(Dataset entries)

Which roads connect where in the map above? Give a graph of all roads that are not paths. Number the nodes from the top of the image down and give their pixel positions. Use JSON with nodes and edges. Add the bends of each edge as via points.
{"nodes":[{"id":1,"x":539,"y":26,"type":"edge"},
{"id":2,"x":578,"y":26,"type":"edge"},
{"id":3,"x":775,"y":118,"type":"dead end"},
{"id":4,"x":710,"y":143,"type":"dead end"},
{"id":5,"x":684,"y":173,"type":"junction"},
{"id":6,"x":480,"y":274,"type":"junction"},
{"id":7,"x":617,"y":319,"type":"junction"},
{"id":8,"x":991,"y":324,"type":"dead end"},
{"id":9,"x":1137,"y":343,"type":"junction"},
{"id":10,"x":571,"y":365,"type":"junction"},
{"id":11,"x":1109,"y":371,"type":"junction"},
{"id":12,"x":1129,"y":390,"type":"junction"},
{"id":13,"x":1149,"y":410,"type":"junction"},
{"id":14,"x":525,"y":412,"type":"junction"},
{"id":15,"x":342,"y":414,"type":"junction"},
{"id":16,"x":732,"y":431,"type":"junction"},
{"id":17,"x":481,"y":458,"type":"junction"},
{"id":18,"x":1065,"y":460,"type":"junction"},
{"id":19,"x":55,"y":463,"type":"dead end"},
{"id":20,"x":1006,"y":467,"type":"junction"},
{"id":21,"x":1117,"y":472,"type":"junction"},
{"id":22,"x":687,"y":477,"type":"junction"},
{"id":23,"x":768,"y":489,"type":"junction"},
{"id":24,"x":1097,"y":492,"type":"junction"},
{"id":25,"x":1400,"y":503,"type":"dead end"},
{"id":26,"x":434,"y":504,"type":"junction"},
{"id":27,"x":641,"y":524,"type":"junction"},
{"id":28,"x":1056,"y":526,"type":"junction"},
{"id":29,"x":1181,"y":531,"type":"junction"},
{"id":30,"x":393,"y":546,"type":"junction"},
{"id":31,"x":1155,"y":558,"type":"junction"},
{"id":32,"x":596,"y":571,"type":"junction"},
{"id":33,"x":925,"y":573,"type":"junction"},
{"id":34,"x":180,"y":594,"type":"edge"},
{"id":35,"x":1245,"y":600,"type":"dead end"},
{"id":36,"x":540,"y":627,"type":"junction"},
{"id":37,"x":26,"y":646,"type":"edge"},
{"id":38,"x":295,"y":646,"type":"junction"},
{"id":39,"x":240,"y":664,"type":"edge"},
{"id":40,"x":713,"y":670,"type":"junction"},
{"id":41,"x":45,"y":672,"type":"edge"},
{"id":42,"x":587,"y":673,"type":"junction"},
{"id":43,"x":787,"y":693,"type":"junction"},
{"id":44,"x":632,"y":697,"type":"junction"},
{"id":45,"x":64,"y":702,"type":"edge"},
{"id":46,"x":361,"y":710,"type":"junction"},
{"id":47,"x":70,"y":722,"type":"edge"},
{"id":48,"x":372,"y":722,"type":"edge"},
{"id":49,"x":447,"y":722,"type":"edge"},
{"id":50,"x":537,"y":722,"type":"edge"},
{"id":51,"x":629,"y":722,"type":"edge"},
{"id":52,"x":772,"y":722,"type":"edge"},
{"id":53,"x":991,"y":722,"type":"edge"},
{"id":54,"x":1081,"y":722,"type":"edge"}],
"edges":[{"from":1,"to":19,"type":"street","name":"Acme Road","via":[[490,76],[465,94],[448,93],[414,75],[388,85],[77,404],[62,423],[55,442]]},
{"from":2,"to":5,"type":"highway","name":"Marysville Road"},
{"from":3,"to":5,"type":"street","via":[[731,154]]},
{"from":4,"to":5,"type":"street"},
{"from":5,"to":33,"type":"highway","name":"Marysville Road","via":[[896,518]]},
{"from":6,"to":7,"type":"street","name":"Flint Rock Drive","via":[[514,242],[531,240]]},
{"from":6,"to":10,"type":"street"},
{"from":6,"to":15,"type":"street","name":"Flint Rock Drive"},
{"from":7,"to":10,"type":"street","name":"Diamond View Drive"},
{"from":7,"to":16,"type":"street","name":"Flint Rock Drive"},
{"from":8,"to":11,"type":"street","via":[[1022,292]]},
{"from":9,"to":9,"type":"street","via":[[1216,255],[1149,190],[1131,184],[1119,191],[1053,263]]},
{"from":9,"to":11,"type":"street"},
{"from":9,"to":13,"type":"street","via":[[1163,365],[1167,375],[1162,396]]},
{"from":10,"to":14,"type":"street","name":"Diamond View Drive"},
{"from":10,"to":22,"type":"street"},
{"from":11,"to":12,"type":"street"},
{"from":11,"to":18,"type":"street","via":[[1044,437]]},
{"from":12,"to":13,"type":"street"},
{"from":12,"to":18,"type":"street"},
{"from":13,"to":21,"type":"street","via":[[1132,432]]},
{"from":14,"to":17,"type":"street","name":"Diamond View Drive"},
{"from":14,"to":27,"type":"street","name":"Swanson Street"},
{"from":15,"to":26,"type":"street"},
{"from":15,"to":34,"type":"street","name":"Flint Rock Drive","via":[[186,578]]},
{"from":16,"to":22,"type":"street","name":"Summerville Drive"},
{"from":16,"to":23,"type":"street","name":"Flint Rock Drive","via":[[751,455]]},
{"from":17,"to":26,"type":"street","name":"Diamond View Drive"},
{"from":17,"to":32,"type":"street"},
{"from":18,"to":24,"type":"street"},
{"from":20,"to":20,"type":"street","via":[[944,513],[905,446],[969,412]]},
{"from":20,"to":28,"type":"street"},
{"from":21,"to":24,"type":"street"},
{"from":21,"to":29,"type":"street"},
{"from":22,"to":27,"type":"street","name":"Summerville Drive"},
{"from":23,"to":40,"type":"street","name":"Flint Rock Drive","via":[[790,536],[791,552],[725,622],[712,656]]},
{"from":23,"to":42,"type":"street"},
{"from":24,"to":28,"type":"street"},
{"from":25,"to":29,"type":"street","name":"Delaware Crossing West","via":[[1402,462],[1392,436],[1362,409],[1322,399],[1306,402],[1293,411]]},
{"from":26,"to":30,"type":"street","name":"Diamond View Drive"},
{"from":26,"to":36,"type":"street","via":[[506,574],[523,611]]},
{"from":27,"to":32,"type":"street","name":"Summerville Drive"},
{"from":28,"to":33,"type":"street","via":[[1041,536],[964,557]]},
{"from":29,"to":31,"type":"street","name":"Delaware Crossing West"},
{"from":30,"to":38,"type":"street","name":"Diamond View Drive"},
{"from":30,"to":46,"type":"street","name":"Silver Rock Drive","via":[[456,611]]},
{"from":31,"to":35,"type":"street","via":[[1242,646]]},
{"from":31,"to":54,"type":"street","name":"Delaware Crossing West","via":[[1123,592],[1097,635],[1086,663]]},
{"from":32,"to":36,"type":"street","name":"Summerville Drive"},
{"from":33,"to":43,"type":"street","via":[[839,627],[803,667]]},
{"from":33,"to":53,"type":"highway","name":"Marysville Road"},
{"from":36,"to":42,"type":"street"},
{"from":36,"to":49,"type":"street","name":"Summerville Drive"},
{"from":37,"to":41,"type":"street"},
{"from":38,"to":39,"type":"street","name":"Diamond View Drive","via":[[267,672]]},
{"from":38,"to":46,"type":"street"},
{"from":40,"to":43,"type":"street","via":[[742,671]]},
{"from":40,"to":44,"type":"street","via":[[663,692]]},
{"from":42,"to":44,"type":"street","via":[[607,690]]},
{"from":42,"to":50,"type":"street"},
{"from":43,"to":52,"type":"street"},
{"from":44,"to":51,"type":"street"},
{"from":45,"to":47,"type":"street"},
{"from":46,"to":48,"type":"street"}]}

**PROBLEM STATEMENT:**
Across the data, find each line that has "View" in it and copy that line.

**SOLUTION TO THIS TASK:**
{"from":7,"to":10,"type":"street","name":"Diamond View Drive"},
{"from":10,"to":14,"type":"street","name":"Diamond View Drive"},
{"from":14,"to":17,"type":"street","name":"Diamond View Drive"},
{"from":17,"to":26,"type":"street","name":"Diamond View Drive"},
{"from":26,"to":30,"type":"street","name":"Diamond View Drive"},
{"from":30,"to":38,"type":"street","name":"Diamond View Drive"},
{"from":38,"to":39,"type":"street","name":"Diamond View Drive","via":[[267,672]]},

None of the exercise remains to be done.